**TASK DATA**
═══

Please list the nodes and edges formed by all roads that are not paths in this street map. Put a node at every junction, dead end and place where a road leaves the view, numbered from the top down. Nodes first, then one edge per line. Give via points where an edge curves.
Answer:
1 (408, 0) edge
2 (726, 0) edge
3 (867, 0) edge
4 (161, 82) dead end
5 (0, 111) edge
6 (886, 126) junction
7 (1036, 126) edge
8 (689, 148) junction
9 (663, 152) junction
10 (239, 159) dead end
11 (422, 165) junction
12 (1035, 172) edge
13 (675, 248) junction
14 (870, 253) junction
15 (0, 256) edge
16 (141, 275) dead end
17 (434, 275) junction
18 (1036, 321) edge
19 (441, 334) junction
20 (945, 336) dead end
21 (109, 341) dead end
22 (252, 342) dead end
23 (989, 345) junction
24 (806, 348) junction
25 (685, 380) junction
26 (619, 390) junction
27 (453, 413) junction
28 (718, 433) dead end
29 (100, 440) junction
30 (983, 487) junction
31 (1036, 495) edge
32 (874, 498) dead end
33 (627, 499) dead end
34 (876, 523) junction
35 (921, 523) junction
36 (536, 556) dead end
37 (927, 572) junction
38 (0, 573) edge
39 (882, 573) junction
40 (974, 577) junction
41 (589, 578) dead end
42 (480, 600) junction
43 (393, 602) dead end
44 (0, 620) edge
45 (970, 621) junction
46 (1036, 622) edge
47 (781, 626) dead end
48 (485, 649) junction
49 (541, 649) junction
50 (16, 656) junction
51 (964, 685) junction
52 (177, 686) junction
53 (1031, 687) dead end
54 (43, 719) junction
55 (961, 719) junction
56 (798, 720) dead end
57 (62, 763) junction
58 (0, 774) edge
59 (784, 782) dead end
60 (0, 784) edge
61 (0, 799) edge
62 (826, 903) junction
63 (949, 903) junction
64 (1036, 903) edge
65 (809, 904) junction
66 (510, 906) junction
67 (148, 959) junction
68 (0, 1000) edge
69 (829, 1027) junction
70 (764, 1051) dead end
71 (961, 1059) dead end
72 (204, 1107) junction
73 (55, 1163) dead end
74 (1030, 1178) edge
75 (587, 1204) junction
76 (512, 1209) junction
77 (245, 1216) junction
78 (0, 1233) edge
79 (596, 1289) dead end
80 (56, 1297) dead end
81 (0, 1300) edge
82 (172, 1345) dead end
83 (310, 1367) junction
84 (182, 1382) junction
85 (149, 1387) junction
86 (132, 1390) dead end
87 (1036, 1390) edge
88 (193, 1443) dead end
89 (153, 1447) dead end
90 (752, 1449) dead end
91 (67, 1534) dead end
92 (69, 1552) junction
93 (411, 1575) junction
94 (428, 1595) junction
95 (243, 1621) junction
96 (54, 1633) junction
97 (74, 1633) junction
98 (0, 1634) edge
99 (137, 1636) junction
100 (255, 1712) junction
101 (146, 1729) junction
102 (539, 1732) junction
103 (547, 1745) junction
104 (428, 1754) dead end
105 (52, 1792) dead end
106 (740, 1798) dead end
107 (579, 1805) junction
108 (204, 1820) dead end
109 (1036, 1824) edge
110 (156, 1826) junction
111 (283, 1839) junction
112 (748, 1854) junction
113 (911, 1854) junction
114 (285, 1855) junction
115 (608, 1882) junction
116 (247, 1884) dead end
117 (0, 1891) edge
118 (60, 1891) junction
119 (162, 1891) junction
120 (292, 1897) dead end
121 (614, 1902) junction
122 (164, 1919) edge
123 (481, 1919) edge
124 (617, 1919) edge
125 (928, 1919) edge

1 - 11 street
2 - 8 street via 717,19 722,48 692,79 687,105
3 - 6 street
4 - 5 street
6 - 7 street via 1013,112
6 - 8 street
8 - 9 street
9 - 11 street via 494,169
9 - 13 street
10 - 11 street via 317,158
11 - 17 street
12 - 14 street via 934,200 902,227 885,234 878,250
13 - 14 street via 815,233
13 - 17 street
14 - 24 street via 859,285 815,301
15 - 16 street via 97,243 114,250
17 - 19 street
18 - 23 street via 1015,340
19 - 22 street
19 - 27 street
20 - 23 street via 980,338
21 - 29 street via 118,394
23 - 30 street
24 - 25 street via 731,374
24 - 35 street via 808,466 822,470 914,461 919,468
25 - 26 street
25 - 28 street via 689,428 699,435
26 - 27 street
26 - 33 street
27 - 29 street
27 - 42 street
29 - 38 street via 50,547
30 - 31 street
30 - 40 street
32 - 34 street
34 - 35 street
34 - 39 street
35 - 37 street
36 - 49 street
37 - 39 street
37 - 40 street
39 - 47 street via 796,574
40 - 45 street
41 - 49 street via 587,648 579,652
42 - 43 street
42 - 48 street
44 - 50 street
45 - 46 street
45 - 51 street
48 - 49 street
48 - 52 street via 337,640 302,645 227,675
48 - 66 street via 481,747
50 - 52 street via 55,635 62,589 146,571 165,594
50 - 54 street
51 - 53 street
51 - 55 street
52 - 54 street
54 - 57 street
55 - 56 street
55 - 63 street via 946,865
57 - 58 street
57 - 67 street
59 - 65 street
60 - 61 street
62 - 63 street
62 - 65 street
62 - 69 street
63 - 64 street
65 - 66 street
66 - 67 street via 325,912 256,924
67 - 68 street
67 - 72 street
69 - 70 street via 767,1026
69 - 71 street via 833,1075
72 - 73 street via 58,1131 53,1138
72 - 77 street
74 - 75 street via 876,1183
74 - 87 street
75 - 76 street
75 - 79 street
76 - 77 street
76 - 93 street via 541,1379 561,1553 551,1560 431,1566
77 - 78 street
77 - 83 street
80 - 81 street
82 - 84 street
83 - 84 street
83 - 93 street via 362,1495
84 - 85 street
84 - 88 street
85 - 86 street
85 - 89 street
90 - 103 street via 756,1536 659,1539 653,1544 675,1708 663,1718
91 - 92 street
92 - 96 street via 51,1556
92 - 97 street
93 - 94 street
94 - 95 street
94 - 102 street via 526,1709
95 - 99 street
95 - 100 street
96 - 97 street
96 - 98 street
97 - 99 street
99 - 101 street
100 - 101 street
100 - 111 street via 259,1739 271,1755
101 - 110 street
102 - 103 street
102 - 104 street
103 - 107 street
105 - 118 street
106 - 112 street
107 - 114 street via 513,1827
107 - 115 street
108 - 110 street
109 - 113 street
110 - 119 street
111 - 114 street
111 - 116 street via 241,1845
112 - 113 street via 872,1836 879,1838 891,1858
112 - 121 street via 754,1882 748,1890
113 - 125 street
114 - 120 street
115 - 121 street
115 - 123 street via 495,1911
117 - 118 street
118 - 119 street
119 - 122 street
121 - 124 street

═══

**TASK GOAL**
Could you copy the listing above word for word?

**OUTPUT**
Please list the nodes and edges formed by all roads that are not paths in this street map. Put a node at every junction, dead end and place where a road leaves the view, numbered from the top down. Nodes first, then one edge per line. Give via points where an edge curves.
Answer:
1 (408, 0) edge
2 (726, 0) edge
3 (867, 0) edge
4 (161, 82) dead end
5 (0, 111) edge
6 (886, 126) junction
7 (1036, 126) edge
8 (689, 148) junction
9 (663, 152) junction
10 (239, 159) dead end
11 (422, 165) junction
12 (1035, 172) edge
13 (675, 248) junction
14 (870, 253) junction
15 (0, 256) edge
16 (141, 275) dead end
17 (434, 275) junction
18 (1036, 321) edge
19 (441, 334) junction
20 (945, 336) dead end
21 (109, 341) dead end
22 (252, 342) dead end
23 (989, 345) junction
24 (806, 348) junction
25 (685, 380) junction
26 (619, 390) junction
27 (453, 413) junction
28 (718, 433) dead end
29 (100, 440) junction
30 (983, 487) junction
31 (1036, 495) edge
32 (874, 498) dead end
33 (627, 499) dead end
34 (876, 523) junction
35 (921, 523) junction
36 (536, 556) dead end
37 (927, 572) junction
38 (0, 573) edge
39 (882, 573) junction
40 (974, 577) junction
41 (589, 578) dead end
42 (480, 600) junction
43 (393, 602) dead end
44 (0, 620) edge
45 (970, 621) junction
46 (1036, 622) edge
47 (781, 626) dead end
48 (485, 649) junction
49 (541, 649) junction
50 (16, 656) junction
51 (964, 685) junction
52 (177, 686) junction
53 (1031, 687) dead end
54 (43, 719) junction
55 (961, 719) junction
56 (798, 720) dead end
57 (62, 763) junction
58 (0, 774) edge
59 (784, 782) dead end
60 (0, 784) edge
61 (0, 799) edge
62 (826, 903) junction
63 (949, 903) junction
64 (1036, 903) edge
65 (809, 904) junction
66 (510, 906) junction
67 (148, 959) junction
68 (0, 1000) edge
69 (829, 1027) junction
70 (764, 1051) dead end
71 (961, 1059) dead end
72 (204, 1107) junction
73 (55, 1163) dead end
74 (1030, 1178) edge
75 (587, 1204) junction
76 (512, 1209) junction
77 (245, 1216) junction
78 (0, 1233) edge
79 (596, 1289) dead end
80 (56, 1297) dead end
81 (0, 1300) edge
82 (172, 1345) dead end
83 (310, 1367) junction
84 (182, 1382) junction
85 (149, 1387) junction
86 (132, 1390) dead end
87 (1036, 1390) edge
88 (193, 1443) dead end
89 (153, 1447) dead end
90 (752, 1449) dead end
91 (67, 1534) dead end
92 (69, 1552) junction
93 (411, 1575) junction
94 (428, 1595) junction
95 (243, 1621) junction
96 (54, 1633) junction
97 (74, 1633) junction
98 (0, 1634) edge
99 (137, 1636) junction
100 (255, 1712) junction
101 (146, 1729) junction
102 (539, 1732) junction
103 (547, 1745) junction
104 (428, 1754) dead end
105 (52, 1792) dead end
106 (740, 1798) dead end
107 (579, 1805) junction
108 (204, 1820) dead end
109 (1036, 1824) edge
110 (156, 1826) junction
111 (283, 1839) junction
112 (748, 1854) junction
113 (911, 1854) junction
114 (285, 1855) junction
115 (608, 1882) junction
116 (247, 1884) dead end
117 (0, 1891) edge
118 (60, 1891) junction
119 (162, 1891) junction
120 (292, 1897) dead end
121 (614, 1902) junction
122 (164, 1919) edge
123 (481, 1919) edge
124 (617, 1919) edge
125 (928, 1919) edge

1 - 11 street
2 - 8 street via 717,19 722,48 692,79 687,105
3 - 6 street
4 - 5 street
6 - 7 street via 1013,112
6 - 8 street
8 - 9 street
9 - 11 street via 494,169
9 - 13 street
10 - 11 street via 317,158
11 - 17 street
12 - 14 street via 934,200 902,227 885,234 878,250
13 - 14 street via 815,233
13 - 17 street
14 - 24 street via 859,285 815,301
15 - 16 street via 97,243 114,250
17 - 19 street
18 - 23 street via 1015,340
19 - 22 street
19 - 27 street
20 - 23 street via 980,338
21 - 29 street via 118,394
23 - 30 street
24 - 25 street via 731,374
24 - 35 street via 808,466 822,470 914,461 919,468
25 - 26 street
25 - 28 street via 689,428 699,435
26 - 27 street
26 - 33 street
27 - 29 street
27 - 42 street
29 - 38 street via 50,547
30 - 31 street
30 - 40 street
32 - 34 street
34 - 35 street
34 - 39 street
35 - 37 street
36 - 49 street
37 - 39 street
37 - 40 street
39 - 47 street via 796,574
40 - 45 street
41 - 49 street via 587,648 579,652
42 - 43 street
42 - 48 street
44 - 50 street
45 - 46 street
45 - 51 street
48 - 49 street
48 - 52 street via 337,640 302,645 227,675
48 - 66 street via 481,747
50 - 52 street via 55,635 62,589 146,571 165,594
50 - 54 street
51 - 53 street
51 - 55 street
52 - 54 street
54 - 57 street
55 - 56 street
55 - 63 street via 946,865
57 - 58 street
57 - 67 street
59 - 65 street
60 - 61 street
62 - 63 street
62 - 65 street
62 - 69 street
63 - 64 street
65 - 66 street
66 - 67 street via 325,912 256,924
67 - 68 street
67 - 72 street
69 - 70 street via 767,1026
69 - 71 street via 833,1075
72 - 73 street via 58,1131 53,1138
72 - 77 street
74 - 75 street via 876,1183
74 - 87 street
75 - 76 street
75 - 79 street
76 - 77 street
76 - 93 street via 541,1379 561,1553 551,1560 431,1566
77 - 78 street
77 - 83 street
80 - 81 street
82 - 84 street
83 - 84 street
83 - 93 street via 362,1495
84 - 85 street
84 - 88 street
85 - 86 street
85 - 89 street
90 - 103 street via 756,1536 659,1539 653,1544 675,1708 663,1718
91 - 92 street
92 - 96 street via 51,1556
92 - 97 street
93 - 94 street
94 - 95 street
94 - 102 street via 526,1709
95 - 99 street
95 - 100 street
96 - 97 street
96 - 98 street
97 - 99 street
99 - 101 street
100 - 101 street
100 - 111 street via 259,1739 271,1755
101 - 110 street
102 - 103 street
102 - 104 street
103 - 107 street
105 - 118 street
106 - 112 street
107 - 114 street via 513,1827
107 - 115 street
108 - 110 street
109 - 113 street
110 - 119 street
111 - 114 street
111 - 116 street via 241,1845
112 - 113 street via 872,1836 879,1838 891,1858
112 - 121 street via 754,1882 748,1890
113 - 125 street
114 - 120 street
115 - 121 street
115 - 123 street via 495,1911
117 - 118 street
118 - 119 street
119 - 122 street
121 - 124 street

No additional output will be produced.